PORDENONE - Tra le preoccupazioni per il traffico di mezzi in corso d'opera, a quella per i 12mila 400 metri cubi di materiale che deriverà dagli scavi, o ancora alle esplosioni e gli effetti delle vibrazioni, all'Arpa che ricorda che la società è in liquidazione, fino al richiamo del Servizio Geologico della Regione Friuli-Venezia Giulia per i rischi della stabilità del versante.

L'avvio del procedimento per valutare un progetto di centrale idroelettrica sul torrente Vajont, nel comune di Erto e Casso ha visto arrivare in Regione 7 tra pareri e osservazioni. Al termine dell'istruttoria la Regione deciderà se il progetto potrà proseguire oppure se dovrà affrontare una procedura completa di Via, la Valutazione di Impatto Ambientale. Ci vorranno almeno 90 giorni se ne riparlerà quindi verso il 12 maggio.

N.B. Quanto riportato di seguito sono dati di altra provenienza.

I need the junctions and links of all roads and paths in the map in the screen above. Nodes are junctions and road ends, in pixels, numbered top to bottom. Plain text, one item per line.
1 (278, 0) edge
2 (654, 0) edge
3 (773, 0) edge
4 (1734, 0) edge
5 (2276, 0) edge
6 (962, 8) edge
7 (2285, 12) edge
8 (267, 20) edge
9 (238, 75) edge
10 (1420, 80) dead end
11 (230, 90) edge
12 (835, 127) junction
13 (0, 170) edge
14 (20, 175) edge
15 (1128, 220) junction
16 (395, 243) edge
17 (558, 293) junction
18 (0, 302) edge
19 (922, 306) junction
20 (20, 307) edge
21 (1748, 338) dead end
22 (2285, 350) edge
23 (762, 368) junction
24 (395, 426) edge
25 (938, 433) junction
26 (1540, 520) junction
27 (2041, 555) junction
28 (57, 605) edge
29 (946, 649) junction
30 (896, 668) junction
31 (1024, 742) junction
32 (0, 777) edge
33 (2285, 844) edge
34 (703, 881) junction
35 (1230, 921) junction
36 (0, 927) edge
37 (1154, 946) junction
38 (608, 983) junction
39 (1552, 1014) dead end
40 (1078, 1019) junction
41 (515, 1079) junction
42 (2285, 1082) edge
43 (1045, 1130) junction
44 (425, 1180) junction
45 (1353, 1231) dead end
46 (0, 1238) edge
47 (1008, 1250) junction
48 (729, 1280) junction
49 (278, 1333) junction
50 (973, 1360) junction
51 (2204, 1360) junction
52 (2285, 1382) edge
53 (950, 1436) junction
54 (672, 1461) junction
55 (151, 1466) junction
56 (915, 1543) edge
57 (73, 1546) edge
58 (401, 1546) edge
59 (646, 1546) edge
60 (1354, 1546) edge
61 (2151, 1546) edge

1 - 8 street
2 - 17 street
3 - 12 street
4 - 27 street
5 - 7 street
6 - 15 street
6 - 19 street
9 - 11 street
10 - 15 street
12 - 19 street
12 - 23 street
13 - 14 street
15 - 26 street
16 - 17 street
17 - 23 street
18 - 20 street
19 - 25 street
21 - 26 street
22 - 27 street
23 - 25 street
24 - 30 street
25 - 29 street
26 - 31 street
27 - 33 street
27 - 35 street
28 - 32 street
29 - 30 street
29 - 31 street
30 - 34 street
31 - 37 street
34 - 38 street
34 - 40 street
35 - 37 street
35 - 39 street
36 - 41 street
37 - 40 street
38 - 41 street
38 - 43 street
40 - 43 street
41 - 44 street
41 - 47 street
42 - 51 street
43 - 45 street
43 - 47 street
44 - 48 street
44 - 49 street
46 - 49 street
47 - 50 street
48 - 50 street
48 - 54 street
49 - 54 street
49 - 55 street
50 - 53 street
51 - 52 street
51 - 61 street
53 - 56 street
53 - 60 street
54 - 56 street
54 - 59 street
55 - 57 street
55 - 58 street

Il nodo non è tanto l'impianto idroelettrico in sé, ma il fatto che verrebbe realizzato in un'area geologicamente molto fragile e storicamente sensibile come quella del Vajont.

Il progetto riguarda una variante alla domanda presentata nel 2016 alla Welly red di Sacile e prevede la captazione dell'acqua dal lago residuo a valle della diga del Vajont, con una portata massima di 45 moduli e media di 15, per alimentare un impianto con un salto di circa 123 metri.